Abstract

We have measured the levels of thioredoxin, thioredoxin reductase and glutaredoxin enzyme activity in mouse skin following topical application of the phorbol ester 12-O-tetradecanoylphorbol-13-acetate (TPA), a protein kinase C (PKC) activator and tumor promoter. The specific activity of thioredoxin and thioredoxin reductase in extracts from normal epidermis increased by 40 and 50%, respectively, after single or multiple application of TPA. Multiple applications (twice per week for 2 weeks) of TPA increased glutaredoxin activity by >300%. Induction of the proteins lasted several days.
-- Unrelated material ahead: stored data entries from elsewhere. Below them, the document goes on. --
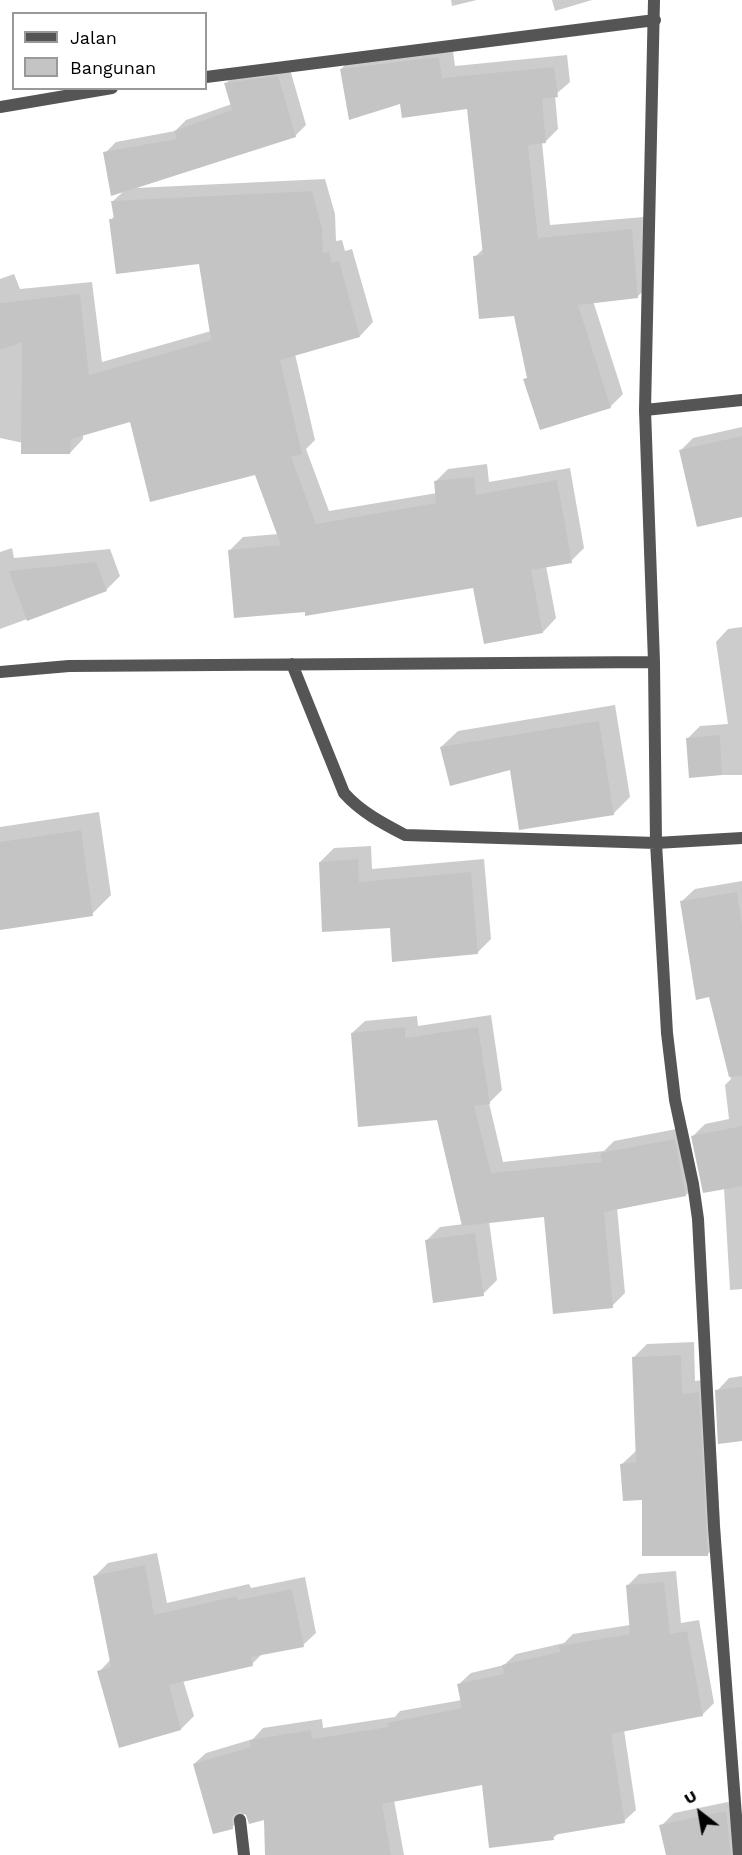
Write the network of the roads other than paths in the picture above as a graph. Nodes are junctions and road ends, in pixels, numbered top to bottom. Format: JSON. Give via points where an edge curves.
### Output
{"nodes":[{"id":1,"x":654,"y":0,"type":"edge"},
{"id":2,"x":655,"y":20,"type":"junction"},
{"id":3,"x":207,"y":77,"type":"edge"},
{"id":4,"x":100,"y":90,"type":"edge"},
{"id":5,"x":0,"y":107,"type":"edge"},
{"id":6,"x":742,"y":400,"type":"edge"},
{"id":7,"x":645,"y":410,"type":"junction"},
{"id":8,"x":654,"y":662,"type":"junction"},
{"id":9,"x":292,"y":664,"type":"junction"},
{"id":10,"x":0,"y":672,"type":"edge"},
{"id":11,"x":742,"y":838,"type":"edge"},
{"id":12,"x":656,"y":843,"type":"junction"},
{"id":13,"x":240,"y":1820,"type":"dead end"},
{"id":14,"x":244,"y":1855,"type":"edge"},
{"id":15,"x":740,"y":1855,"type":"edge"}],
"edges":[{"from":1,"to":2,"type":"street"},
{"from":2,"to":3,"type":"street"},
{"from":2,"to":7,"type":"street"},
{"from":4,"to":5,"type":"street"},
{"from":6,"to":7,"type":"street"},
{"from":7,"to":8,"type":"street"},
{"from":8,"to":9,"type":"street"},
{"from":8,"to":12,"type":"street"},
{"from":9,"to":10,"type":"street","via":[[69,666]]},
{"from":9,"to":12,"type":"street","via":[[344,793],[354,805],[405,835]]},
{"from":11,"to":12,"type":"street"},
{"from":12,"to":15,"type":"street","via":[[666,1033],[698,1219],[714,1527]]},
{"from":13,"to":14,"type":"street"}]}
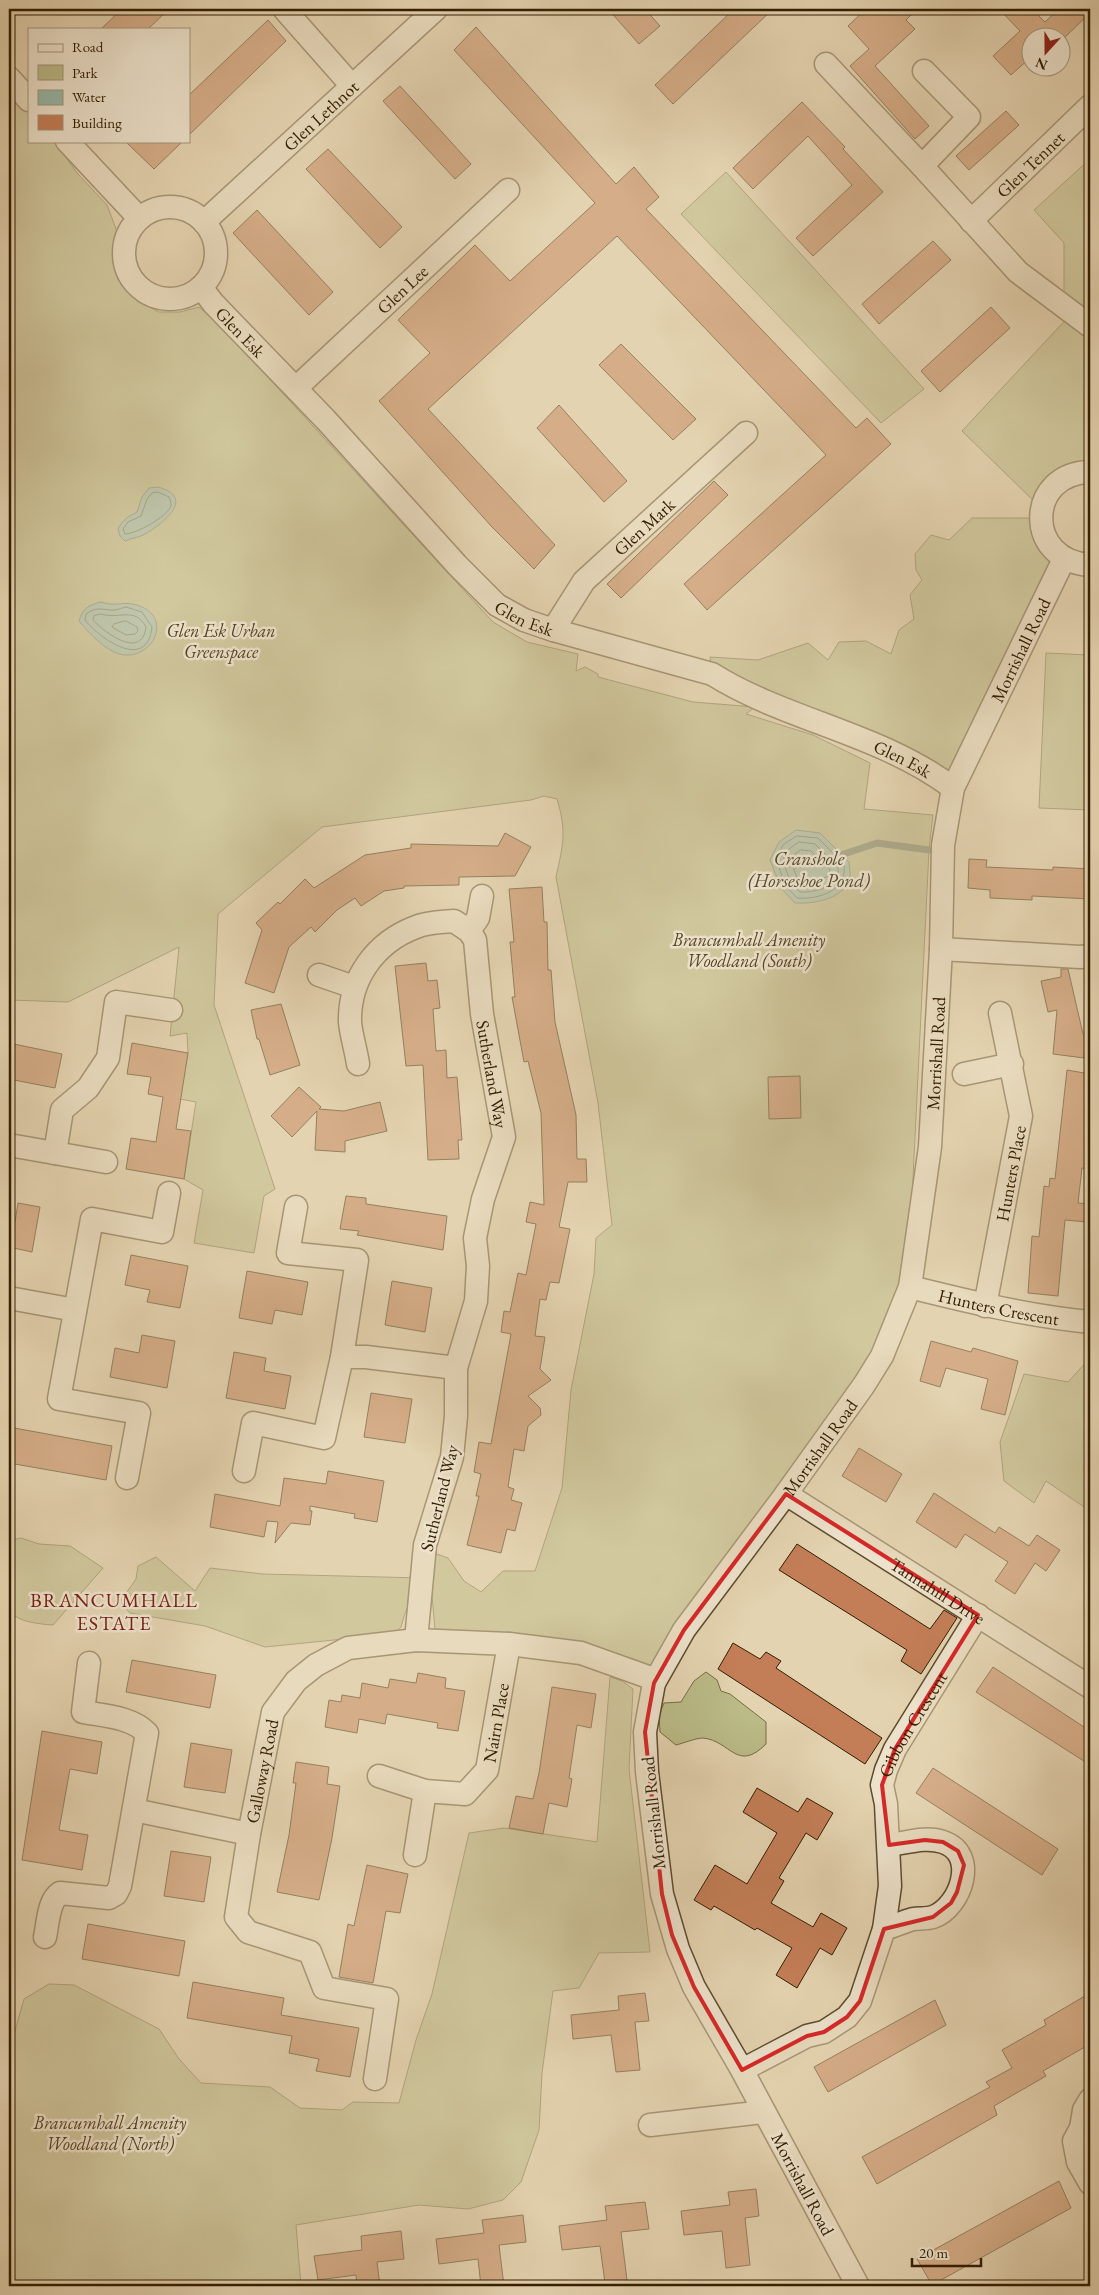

Other PKC activators, like 12-O-retinoylphorbol 13-acetate, mezerein, 1-oleoyl-2-acetylglycerol and the calcium ionophore A23187, also induced all the enzyme activities. Phorbol and 4-O-methyl-12-O-tetradecanoylphorbol-13-acetate, weak activators of PKC, selectively induced the thioredoxin system only and did not influence glutaredoxin activity. Multiple applications of TPA to tumor initiated (7,12-dimethyl[a]benzanthracene-treated) skin resulted in elevated levels of both the thioredoxin and glutaredoxin systems when examined 6 days after the last phorbol ester treatment. Induction of thioredoxin, thioredoxin reductase and glutaredoxin activities by TPA and calcium ionophores may play a general role in the epigenetic mechanism of tumor promotion via thiol redox control mechanisms.